CoreHW, a Finnish fabless company, has been added as a partner for SCM projects. This long‐term supply chain partnership will use the capabilities and services of RoodMicrotec for back‐end manufacturing of full custom RF, analog and mixed‐signal IC as well as catalog IC products, designed and marketed by CoreHW. RoodMicrotec, on the other hand, will develop the test solutions, including test software and interface hardware, execute product qualification as per desired industry standard and run mass production, including wafer sort, package assembly, final test and end‐of‐line services. In addition, RoodMicrotec will include CoreHW as partner in their design partner network for ASIC turnkey business, specifically for advanced wireless applications.

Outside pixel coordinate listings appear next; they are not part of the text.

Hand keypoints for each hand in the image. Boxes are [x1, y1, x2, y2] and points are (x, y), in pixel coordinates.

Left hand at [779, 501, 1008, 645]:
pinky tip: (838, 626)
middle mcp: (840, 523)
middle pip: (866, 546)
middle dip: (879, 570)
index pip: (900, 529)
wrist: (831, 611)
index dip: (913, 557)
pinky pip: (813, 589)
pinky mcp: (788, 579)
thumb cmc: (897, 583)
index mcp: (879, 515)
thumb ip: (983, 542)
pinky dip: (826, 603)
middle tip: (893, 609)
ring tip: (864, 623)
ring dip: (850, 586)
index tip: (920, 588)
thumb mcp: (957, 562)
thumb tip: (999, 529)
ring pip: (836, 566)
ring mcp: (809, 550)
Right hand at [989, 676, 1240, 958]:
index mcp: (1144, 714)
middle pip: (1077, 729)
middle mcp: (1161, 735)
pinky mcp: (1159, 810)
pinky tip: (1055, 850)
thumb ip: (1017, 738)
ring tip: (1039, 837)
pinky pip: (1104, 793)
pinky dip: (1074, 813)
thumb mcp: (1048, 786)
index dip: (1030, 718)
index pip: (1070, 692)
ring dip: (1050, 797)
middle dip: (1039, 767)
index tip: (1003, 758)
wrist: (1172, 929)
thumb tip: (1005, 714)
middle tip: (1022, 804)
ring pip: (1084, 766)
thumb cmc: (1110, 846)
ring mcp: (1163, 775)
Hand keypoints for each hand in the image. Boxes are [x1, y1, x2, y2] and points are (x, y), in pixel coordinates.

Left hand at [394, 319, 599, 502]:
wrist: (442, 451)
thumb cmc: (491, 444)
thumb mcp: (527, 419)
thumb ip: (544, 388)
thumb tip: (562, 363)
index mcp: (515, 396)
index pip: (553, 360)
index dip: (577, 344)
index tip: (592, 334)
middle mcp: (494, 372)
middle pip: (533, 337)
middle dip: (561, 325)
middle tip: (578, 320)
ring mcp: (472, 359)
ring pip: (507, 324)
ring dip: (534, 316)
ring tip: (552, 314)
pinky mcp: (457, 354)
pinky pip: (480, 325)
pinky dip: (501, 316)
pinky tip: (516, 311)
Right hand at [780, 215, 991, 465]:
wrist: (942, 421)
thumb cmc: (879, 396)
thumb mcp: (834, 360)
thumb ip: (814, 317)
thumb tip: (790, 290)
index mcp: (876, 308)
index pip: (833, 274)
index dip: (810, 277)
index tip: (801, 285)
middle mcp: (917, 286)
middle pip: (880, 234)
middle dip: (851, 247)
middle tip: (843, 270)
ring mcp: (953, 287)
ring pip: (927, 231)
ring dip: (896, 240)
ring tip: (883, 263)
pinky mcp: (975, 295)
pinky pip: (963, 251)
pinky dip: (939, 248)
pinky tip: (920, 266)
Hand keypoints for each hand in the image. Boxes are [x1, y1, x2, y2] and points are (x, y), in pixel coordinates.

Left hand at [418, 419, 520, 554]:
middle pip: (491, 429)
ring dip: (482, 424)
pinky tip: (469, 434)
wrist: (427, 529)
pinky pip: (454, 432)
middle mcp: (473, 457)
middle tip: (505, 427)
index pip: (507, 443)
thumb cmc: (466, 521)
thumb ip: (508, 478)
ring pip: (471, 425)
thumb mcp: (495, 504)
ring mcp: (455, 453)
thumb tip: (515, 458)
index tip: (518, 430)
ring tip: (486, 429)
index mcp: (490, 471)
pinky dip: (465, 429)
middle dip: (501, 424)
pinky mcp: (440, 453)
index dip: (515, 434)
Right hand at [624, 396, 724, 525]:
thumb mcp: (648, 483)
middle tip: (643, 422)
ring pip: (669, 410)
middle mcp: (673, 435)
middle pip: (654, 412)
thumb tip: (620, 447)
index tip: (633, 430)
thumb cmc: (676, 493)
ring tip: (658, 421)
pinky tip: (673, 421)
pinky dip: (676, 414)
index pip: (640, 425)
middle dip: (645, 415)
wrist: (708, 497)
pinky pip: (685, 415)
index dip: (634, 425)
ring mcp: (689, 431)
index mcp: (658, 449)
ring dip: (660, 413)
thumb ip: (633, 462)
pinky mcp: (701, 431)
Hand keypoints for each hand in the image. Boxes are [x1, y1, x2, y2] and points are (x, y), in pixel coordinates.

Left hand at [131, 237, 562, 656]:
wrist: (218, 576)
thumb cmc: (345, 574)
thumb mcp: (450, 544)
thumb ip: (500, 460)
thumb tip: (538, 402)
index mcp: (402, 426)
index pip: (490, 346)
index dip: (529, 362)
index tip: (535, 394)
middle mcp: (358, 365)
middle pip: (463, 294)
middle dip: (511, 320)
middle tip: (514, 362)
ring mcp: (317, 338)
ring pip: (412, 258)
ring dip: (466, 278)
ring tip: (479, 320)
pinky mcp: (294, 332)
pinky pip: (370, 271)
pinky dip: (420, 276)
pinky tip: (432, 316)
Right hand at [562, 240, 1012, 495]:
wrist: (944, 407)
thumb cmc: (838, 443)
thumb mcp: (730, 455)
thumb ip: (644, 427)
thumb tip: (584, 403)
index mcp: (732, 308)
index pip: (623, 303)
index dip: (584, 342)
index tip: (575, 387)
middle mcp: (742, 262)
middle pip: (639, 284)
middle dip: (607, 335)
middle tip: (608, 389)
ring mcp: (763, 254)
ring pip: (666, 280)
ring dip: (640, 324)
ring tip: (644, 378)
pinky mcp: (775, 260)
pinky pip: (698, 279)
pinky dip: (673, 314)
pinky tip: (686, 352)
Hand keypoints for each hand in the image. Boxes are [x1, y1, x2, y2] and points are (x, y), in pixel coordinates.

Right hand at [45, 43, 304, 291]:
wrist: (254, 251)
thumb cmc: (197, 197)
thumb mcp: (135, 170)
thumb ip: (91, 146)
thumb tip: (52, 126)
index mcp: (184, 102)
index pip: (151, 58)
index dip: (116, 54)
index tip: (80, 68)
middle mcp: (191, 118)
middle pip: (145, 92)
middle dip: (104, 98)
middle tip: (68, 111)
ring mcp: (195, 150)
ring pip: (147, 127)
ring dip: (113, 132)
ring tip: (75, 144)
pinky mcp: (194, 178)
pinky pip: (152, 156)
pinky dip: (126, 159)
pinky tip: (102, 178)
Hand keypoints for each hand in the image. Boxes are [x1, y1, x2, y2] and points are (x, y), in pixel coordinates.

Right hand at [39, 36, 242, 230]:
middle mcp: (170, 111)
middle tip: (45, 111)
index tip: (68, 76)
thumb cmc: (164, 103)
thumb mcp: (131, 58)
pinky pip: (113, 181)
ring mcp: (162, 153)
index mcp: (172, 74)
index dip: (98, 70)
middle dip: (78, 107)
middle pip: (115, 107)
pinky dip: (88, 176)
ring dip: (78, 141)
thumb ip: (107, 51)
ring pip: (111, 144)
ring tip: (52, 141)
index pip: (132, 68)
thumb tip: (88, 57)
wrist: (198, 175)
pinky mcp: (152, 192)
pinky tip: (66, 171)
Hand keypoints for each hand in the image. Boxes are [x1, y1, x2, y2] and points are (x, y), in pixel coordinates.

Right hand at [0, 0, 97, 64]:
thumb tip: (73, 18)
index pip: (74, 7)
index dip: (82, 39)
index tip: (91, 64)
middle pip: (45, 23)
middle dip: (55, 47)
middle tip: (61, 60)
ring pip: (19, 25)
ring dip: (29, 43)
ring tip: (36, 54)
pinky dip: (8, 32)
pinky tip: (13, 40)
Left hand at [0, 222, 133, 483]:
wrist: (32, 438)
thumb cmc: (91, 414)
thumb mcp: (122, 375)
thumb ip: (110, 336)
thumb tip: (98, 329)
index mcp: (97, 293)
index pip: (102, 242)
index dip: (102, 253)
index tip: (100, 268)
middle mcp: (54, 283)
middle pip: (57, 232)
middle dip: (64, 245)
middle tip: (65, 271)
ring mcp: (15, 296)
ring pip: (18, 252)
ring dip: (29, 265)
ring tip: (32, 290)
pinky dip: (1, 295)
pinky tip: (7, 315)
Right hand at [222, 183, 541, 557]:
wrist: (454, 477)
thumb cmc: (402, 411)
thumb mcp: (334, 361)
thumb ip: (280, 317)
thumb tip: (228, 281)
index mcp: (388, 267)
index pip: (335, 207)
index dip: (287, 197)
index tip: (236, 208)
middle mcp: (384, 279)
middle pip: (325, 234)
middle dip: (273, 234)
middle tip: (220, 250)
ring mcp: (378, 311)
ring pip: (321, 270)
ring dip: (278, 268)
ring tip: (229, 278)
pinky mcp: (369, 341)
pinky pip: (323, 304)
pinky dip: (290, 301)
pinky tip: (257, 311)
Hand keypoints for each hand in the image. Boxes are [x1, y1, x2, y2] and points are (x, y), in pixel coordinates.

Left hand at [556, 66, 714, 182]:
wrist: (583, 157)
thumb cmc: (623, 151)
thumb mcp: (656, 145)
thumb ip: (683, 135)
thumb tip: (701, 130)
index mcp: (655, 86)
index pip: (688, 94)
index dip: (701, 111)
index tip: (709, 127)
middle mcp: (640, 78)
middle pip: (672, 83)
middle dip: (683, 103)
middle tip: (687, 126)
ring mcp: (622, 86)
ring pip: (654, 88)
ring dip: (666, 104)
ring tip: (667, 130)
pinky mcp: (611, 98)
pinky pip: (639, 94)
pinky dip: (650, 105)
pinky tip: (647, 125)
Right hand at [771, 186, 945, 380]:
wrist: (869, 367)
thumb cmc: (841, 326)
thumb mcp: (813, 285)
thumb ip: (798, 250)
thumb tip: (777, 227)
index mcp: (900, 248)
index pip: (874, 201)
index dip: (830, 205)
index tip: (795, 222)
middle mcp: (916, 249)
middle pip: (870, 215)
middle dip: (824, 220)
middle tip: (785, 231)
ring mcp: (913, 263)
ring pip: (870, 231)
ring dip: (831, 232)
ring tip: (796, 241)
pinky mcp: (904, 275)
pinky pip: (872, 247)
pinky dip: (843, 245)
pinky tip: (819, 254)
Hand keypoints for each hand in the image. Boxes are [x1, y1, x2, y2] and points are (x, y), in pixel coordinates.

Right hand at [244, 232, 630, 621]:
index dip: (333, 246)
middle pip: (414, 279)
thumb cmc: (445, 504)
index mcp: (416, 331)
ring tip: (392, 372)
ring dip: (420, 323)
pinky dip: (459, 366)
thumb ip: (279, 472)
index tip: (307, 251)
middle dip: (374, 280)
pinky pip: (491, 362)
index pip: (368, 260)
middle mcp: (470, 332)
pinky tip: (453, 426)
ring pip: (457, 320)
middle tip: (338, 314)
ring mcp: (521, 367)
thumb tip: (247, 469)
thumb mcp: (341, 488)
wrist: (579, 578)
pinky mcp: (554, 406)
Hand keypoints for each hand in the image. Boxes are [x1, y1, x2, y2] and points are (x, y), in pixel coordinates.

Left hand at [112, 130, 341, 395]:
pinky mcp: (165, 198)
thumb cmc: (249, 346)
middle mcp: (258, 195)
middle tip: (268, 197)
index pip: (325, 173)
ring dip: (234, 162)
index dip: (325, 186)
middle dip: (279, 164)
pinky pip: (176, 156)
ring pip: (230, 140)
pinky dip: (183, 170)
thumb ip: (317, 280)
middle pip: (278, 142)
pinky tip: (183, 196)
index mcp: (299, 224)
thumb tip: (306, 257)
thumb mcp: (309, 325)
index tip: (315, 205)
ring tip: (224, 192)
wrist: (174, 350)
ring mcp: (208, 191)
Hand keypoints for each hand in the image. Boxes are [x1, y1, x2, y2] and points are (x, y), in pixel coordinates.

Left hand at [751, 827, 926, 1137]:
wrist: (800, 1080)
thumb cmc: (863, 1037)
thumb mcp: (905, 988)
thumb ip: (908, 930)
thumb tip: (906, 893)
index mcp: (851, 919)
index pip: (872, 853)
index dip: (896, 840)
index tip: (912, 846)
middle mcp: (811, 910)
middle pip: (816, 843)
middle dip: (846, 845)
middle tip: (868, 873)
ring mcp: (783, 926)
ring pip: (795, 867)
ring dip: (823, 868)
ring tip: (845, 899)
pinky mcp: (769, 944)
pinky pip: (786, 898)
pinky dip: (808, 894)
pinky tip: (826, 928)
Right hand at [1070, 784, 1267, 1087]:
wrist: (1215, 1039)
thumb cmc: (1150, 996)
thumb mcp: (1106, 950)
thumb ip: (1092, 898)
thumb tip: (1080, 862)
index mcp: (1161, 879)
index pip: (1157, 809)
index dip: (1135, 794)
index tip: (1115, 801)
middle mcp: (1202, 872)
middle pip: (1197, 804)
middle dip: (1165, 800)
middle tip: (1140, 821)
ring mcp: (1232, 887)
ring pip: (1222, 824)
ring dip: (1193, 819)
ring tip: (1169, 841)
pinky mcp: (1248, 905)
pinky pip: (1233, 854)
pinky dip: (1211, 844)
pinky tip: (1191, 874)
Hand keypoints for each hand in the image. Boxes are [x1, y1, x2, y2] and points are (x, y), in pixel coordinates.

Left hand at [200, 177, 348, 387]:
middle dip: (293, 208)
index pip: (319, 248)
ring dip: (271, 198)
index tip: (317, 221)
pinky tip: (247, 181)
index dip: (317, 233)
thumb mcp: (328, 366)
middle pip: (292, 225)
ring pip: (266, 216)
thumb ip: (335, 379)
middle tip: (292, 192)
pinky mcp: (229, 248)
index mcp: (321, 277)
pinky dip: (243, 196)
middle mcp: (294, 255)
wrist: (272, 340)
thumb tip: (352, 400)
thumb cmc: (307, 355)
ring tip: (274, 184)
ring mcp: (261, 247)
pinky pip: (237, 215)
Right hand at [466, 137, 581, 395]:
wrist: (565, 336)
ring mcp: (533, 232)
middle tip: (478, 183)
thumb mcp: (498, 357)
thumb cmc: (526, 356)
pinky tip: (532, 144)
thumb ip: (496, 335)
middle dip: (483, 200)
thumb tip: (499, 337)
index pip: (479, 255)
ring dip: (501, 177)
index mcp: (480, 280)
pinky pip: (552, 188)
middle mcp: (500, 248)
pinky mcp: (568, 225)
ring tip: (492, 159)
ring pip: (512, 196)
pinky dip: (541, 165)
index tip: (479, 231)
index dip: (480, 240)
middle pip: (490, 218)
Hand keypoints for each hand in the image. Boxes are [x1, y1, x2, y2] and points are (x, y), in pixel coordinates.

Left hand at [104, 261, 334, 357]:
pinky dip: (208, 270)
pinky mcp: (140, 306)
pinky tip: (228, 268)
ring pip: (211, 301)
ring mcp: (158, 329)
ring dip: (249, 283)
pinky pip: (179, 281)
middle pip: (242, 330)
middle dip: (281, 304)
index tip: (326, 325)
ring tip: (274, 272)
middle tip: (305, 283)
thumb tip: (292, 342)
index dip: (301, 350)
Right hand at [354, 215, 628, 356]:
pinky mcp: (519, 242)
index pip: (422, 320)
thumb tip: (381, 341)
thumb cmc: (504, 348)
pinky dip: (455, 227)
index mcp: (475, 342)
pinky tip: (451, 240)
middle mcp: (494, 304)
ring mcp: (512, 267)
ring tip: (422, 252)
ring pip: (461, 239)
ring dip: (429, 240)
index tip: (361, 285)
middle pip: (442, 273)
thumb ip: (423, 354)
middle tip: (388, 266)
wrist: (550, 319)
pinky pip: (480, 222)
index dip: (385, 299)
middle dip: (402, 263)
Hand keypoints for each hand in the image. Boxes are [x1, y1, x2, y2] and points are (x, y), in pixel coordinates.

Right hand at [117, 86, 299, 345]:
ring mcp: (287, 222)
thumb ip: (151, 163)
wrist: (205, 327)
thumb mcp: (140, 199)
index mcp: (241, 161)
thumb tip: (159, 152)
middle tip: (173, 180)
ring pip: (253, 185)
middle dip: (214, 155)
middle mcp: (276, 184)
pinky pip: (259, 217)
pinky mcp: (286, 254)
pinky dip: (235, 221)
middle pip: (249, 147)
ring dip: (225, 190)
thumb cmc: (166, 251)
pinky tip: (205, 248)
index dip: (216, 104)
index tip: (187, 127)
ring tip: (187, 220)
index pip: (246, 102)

The number of full time employees (FTE) in the company is stable at 94, even though the composition is changing due to business needs. During the first half of 2019, we have strengthened the test engineering team with experienced employees to meet the need for the booked SCM projects. In other areas we have made adjustments to reflect the actual needs.
The various risks the company is exposed to are listed in RoodMicrotec's 2018 annual report. We strive to limit the risks, inter alia by periodical and systematic risk reviews of selected aspects. These reviews are conducted approximately eight times a year. If necessary, corrective measures are taken. In view of the negative developments in the financial markets, the management is devoting additional attention to cash management. Otherwise, the management does currently not foresee any material changes in its risks in 2019.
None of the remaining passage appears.